We performed quantitative bias analyses to examine the effect of non-response on the prevalence and age pattern of DES25. The distribution of responders and non-responders (baseline non-responders and non-responders at follow-up) by sex and age is presented in Supplementary Table S1. For non-participants, we used the midpoint of the time interval of the receipt of the questionnaires as the date for calculating age. It has been repeatedly shown that non-response in baseline recruitment as well as non-response in the follow-up of cohort studies is associated with poorer health status26,27,28. We therefore assumed two non-differential non-response scenarios where the DES prevalence of non-responders is a constant percentage (above 100%) of the DES prevalence of responders (scenario #1 and #2) and two non-response scenarios in which this percentage increases with age among the nonresponders (scenario #3 and #4) (Suppl. Table S2). We compared the DES age prevalence pattern of responders with the DES age prevalence pattern of the total population (responders and non-responders) by re-running the flexible logistic regression models as described above.

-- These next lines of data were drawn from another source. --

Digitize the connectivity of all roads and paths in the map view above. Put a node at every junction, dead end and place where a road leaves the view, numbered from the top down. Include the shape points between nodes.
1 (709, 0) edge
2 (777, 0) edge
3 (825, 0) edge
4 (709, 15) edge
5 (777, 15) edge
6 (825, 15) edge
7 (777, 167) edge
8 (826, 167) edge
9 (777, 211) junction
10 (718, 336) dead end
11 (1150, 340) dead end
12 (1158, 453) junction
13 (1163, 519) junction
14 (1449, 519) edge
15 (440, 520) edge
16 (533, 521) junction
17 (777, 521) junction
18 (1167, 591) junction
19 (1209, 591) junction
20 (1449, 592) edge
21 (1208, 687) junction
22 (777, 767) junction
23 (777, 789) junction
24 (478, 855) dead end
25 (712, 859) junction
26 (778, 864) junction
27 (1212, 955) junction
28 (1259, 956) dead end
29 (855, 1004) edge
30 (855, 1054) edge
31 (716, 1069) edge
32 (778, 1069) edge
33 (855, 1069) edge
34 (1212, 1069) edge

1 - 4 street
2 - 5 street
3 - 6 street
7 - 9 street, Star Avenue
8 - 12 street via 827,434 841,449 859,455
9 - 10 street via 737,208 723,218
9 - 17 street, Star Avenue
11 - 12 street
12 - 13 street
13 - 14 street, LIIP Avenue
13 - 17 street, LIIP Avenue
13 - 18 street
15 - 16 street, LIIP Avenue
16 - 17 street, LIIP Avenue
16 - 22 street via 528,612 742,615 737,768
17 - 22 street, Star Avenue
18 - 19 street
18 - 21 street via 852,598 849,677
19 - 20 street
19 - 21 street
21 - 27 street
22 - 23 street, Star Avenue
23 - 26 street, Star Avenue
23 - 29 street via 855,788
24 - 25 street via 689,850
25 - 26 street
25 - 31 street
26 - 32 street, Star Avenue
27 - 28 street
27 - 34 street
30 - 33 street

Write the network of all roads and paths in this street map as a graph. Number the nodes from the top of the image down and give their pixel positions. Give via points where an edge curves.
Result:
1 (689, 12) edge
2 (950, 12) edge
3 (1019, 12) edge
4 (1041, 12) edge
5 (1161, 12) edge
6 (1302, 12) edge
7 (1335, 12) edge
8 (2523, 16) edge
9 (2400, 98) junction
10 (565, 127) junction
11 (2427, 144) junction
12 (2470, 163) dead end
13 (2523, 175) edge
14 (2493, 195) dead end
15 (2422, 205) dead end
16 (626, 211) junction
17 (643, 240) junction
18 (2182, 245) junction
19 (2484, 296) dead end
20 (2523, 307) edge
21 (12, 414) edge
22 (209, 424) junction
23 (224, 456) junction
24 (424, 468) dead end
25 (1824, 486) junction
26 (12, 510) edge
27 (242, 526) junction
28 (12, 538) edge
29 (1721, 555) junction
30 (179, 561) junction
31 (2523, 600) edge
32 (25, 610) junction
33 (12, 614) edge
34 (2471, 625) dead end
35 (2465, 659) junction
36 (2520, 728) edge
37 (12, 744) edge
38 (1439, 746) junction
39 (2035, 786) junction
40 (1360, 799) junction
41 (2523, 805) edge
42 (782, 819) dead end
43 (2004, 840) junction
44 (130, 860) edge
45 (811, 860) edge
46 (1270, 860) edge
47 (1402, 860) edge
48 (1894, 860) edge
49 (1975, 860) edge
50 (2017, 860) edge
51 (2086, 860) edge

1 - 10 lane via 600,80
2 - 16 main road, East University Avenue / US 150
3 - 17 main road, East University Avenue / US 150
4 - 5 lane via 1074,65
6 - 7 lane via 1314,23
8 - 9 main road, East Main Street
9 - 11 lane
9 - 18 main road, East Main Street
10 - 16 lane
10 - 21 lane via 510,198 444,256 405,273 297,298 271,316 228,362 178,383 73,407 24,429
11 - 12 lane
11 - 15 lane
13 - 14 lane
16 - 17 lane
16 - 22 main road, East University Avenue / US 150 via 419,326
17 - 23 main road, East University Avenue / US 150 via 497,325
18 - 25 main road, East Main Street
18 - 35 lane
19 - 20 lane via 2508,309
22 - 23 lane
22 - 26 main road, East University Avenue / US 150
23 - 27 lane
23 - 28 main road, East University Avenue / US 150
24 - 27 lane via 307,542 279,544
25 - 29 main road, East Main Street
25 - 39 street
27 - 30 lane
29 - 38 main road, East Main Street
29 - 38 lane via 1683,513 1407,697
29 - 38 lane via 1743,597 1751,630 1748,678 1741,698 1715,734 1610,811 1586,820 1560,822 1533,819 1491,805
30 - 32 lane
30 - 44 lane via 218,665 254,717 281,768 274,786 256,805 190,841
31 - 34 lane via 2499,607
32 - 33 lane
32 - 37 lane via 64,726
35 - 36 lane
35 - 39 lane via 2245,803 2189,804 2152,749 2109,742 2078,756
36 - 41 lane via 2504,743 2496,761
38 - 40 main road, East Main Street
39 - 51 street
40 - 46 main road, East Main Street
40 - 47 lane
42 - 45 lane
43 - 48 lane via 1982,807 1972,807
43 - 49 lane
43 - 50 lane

In another bias analysis, we used the diagnostic indices (sensitivity and specificity) obtained from the validation studies to estimate the true prevalence of DES. If A* is the number of participants classified with DES, N is the total number of individuals, Se is the sensitivity, Sp is the specificity and Fp is the false positive proportion, the number of true DES subjects is calculated as (A*-Fp*N)/(Se + Sp-1)25.

To estimate the number of prevalent cases in Germany, the non-response-corrected prevalences were first determined for each age and sex group as part of the bias analyses (4 non-response scenarios). Subsequently, the outcome misclassification was corrected in each stratum using the data from Gulati (specificity 0.83, sensitivity 0.77)2. The prevalence corrected for both bias sources was then used to estimate the nationwide number of prevalent DES cases for the age range 62–91 years using the population figures for Germany as of December 31, 2021. We report the minimum and maximum estimated number of DES cases per sex to illustrate the uncertainty of the bias analyses. We have assumed that the bias-corrected prevalence estimates from this study are representative for Germany.

We calculated and report confidence intervals to assess the precision of our estimates because our goal is estimation and not significance testing. We wish to avoid publication bias by preferential reporting of significant results. Instead, we judge the value of our estimates by their precision and validity29,30. All statistical analyses were done with SAS 9.4 (SAS Institute Inc., Cary, North Carolina).

Ethics approval

The study was approved by the Ethics Committee of the Medical Faculty of the University of Duisburg-Essen (AZ 99-69-1200, 12 May 1999).

Consent to participate

Informed consent was obtained from all individual participants included in the study.